Ganar. Perder. Ganar. Perder. Ganar. Perder.
¡¡¡Ganar!!!
Semanas después, mi pecho todavía late con fuerza, mi garganta todavía está espesa y mi mente todavía no lo ha procesado del todo.
Ese otoño, los Dodgers ganaron su segundo campeonato consecutivo de Serie Mundial en puro drama.
Una captura digna de un monumento. El resultado en casa fueron centímetros que hicieron historia. El jardinero tramposo se roba la victoria. El primera base luchador se roba el maratón. Un receptor tenaz se roba el título.
El mejor juego de postemporada de un solo jugador en la historia del béisbol. La Serie Mundial más grande realizada por un solo lanzador en la historia del béisbol. El mejor momento de un mariscal de campo titular de los Dodgers en la historia del béisbol, un tipo tan arraigado en el panorama deportivo de Los Ángeles que siempre será conocido simplemente por las dos abreviaturas de su nombre…
Miggy Ro.
Ya hemos dicho suficiente.
Quizás hoy sea apropiado dar gracias por el drama, dar gracias por el arte, dar gracias por la impresionante incertidumbre de los diamantes de octubre.

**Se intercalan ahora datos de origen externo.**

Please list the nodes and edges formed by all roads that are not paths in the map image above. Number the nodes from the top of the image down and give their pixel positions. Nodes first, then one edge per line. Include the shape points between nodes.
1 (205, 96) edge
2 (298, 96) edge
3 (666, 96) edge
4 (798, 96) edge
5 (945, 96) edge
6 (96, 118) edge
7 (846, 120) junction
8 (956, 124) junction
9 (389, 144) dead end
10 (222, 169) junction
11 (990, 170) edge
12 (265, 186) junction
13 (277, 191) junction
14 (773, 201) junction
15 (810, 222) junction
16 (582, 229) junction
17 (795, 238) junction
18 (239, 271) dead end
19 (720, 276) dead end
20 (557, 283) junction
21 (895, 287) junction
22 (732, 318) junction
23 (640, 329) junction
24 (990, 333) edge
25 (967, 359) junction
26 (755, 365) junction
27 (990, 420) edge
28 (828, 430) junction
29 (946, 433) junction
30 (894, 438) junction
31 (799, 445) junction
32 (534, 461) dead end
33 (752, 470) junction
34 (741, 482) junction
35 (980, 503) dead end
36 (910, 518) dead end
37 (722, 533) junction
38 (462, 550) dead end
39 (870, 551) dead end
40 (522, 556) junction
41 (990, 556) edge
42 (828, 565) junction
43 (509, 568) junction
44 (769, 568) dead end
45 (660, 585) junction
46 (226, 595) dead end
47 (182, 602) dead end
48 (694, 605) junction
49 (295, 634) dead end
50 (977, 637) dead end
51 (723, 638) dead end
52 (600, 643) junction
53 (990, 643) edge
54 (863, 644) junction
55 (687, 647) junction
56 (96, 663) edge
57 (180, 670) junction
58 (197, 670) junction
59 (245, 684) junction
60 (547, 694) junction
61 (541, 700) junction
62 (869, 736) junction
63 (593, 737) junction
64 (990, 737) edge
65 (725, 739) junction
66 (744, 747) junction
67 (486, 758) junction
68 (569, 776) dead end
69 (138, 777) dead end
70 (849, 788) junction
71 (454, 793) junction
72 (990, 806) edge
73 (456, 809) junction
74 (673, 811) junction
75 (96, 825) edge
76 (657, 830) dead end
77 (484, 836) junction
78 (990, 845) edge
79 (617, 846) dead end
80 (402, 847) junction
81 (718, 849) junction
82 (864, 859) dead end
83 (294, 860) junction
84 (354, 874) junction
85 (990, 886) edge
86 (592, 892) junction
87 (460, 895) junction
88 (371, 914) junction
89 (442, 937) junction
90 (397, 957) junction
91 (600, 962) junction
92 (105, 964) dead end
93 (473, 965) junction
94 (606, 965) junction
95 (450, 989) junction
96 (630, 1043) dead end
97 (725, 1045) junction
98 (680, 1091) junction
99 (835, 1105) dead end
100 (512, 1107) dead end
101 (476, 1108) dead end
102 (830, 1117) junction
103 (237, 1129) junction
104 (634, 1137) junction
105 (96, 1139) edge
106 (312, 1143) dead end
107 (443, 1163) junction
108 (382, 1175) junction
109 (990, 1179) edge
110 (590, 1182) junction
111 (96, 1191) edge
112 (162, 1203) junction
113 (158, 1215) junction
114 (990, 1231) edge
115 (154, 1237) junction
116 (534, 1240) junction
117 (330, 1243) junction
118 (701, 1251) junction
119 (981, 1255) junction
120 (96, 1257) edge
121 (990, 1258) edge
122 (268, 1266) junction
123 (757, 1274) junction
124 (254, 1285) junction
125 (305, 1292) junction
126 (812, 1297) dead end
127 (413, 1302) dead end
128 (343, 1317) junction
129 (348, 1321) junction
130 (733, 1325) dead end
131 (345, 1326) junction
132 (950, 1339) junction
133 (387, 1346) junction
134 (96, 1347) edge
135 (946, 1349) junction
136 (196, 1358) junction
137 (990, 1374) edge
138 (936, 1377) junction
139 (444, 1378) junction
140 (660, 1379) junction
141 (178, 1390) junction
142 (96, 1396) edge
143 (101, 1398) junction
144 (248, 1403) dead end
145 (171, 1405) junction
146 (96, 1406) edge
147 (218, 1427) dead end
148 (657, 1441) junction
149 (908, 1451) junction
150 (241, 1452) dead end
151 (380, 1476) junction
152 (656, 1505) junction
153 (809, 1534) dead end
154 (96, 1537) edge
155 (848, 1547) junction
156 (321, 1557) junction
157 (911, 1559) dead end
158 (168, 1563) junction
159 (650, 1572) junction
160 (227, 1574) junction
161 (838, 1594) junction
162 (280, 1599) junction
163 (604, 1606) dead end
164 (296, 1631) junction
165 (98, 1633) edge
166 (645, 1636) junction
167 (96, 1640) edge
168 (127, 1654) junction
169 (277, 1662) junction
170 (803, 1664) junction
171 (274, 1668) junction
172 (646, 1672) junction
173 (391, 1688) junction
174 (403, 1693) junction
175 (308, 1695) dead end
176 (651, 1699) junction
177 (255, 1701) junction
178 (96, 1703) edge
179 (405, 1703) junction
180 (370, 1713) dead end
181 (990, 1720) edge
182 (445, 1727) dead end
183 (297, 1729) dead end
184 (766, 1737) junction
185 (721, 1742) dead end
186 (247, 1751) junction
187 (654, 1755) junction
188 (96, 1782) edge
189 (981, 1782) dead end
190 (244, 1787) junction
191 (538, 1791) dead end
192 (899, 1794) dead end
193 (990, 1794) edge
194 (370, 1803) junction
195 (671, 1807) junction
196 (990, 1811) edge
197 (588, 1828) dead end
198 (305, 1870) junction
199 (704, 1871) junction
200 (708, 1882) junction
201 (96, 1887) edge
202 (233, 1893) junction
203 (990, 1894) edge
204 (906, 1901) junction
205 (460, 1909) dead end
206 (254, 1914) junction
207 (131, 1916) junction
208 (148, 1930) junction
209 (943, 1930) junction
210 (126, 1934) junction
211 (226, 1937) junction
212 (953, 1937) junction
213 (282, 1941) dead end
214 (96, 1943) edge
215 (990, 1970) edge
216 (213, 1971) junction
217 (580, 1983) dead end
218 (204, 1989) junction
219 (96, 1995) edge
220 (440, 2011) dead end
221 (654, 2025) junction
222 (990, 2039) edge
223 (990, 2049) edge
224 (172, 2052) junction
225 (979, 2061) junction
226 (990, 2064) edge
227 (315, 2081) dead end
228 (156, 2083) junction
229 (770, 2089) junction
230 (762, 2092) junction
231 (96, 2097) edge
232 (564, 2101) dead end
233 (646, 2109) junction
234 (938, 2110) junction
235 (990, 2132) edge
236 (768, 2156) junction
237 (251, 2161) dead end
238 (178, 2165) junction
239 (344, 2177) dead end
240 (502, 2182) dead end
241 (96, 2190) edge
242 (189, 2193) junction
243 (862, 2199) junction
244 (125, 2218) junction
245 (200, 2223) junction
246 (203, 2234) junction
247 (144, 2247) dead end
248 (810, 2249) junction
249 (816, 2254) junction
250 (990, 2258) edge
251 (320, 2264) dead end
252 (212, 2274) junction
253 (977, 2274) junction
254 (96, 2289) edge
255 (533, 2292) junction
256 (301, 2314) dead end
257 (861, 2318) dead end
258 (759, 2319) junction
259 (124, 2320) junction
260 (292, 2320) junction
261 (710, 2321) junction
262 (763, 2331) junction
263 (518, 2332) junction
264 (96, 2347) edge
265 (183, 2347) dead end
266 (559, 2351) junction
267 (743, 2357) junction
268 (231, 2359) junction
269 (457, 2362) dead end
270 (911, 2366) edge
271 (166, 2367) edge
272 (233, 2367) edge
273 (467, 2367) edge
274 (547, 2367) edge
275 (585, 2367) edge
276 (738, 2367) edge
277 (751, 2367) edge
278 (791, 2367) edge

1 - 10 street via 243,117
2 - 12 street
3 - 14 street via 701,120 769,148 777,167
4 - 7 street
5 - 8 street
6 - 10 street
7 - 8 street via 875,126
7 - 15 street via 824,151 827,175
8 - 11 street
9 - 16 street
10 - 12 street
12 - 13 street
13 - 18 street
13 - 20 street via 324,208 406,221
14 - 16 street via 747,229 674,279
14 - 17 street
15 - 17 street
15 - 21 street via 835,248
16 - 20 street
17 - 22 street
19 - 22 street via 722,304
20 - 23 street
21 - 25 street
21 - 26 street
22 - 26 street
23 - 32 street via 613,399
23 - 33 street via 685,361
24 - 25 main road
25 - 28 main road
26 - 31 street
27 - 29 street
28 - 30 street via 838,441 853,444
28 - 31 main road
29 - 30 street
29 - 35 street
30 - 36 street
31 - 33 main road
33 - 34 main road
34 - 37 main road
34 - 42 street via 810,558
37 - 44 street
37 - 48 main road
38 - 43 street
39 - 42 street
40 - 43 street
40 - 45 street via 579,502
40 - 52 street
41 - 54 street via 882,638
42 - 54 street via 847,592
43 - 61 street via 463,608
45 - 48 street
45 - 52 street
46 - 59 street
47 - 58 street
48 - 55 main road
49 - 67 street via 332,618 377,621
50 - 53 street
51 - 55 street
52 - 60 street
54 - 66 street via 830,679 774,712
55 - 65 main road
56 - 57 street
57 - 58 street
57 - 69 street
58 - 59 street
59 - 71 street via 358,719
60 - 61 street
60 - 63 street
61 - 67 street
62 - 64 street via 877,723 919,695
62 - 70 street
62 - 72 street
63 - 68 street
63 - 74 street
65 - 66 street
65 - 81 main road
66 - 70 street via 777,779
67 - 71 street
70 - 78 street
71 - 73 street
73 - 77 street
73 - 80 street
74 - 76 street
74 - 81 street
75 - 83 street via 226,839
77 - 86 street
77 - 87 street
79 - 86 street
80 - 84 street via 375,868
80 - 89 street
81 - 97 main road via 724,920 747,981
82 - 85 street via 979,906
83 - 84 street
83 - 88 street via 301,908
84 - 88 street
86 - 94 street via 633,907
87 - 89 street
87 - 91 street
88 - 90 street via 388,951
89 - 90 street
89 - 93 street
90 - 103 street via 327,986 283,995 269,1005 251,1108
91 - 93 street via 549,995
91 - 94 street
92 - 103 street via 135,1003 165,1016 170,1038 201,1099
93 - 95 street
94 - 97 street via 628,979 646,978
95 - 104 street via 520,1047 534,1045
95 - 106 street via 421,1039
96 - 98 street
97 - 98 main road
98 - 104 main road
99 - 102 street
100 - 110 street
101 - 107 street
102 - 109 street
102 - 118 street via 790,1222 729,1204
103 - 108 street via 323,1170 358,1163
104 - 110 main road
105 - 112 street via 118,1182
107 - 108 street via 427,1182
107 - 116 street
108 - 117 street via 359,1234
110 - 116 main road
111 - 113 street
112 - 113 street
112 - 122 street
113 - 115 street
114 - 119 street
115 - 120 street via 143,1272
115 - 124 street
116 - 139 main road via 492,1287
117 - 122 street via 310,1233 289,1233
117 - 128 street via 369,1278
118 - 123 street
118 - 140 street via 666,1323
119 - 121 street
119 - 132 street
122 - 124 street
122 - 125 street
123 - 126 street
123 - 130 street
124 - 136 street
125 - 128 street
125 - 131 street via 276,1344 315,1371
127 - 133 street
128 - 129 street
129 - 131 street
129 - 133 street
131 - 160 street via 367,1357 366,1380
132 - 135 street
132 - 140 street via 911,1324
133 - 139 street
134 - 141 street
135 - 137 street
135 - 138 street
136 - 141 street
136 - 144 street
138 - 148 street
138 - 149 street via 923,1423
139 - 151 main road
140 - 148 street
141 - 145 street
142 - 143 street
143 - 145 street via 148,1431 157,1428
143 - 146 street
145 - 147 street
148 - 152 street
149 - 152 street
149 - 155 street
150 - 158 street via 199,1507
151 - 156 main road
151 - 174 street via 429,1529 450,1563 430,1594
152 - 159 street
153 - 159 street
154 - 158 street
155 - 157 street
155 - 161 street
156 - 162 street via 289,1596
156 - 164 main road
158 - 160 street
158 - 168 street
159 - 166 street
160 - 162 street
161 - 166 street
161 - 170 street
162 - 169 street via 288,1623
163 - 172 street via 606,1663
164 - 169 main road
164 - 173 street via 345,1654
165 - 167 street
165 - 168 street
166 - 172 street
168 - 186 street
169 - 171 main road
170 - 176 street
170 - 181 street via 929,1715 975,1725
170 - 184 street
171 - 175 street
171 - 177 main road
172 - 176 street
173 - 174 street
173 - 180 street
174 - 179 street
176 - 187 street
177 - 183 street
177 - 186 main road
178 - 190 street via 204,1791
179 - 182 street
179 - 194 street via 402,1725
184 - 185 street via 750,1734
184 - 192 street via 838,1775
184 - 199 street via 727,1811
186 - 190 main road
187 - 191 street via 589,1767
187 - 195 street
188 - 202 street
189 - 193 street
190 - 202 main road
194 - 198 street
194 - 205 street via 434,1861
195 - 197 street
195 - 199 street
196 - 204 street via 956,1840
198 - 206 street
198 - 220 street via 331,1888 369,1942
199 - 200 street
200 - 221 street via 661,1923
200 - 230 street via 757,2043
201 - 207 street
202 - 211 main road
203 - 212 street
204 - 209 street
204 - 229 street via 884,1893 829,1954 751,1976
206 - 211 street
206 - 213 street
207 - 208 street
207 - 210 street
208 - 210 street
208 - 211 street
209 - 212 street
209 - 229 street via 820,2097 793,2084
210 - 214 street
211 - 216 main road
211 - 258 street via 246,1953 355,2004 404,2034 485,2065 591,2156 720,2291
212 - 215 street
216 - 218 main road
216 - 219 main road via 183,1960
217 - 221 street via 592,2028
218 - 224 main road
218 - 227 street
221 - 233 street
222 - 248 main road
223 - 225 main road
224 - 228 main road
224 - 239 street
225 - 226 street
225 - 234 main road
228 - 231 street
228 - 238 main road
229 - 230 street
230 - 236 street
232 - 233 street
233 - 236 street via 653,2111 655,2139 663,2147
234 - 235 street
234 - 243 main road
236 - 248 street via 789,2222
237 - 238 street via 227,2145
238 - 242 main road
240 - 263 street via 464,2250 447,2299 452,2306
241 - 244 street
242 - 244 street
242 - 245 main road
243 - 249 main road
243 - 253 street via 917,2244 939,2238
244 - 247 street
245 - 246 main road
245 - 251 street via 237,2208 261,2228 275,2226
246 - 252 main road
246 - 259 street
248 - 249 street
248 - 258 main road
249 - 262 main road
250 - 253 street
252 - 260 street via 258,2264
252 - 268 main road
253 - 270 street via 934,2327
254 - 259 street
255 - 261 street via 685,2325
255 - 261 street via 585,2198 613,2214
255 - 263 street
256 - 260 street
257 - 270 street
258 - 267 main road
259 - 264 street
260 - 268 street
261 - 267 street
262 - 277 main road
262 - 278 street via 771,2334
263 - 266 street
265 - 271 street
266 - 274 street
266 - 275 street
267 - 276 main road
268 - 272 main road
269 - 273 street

Gracias, béisbol, por preparar el escenario para 13 de los momentos más memorables de los Dodgers en los playoffs, uno por cada victoria, uno por cada grito, uno por cada vez que pensaste que no podía ser más loco.
Entonces sucedió esto.
Nick Castellanos de los Filis de Filadelfia es expulsado del juego en tercera después de que Max Muncy golpeara al campocorto de los Dodgers Mookie Betts en la novena entrada del Juego 2 de la NLDS en Citizens Bank Park.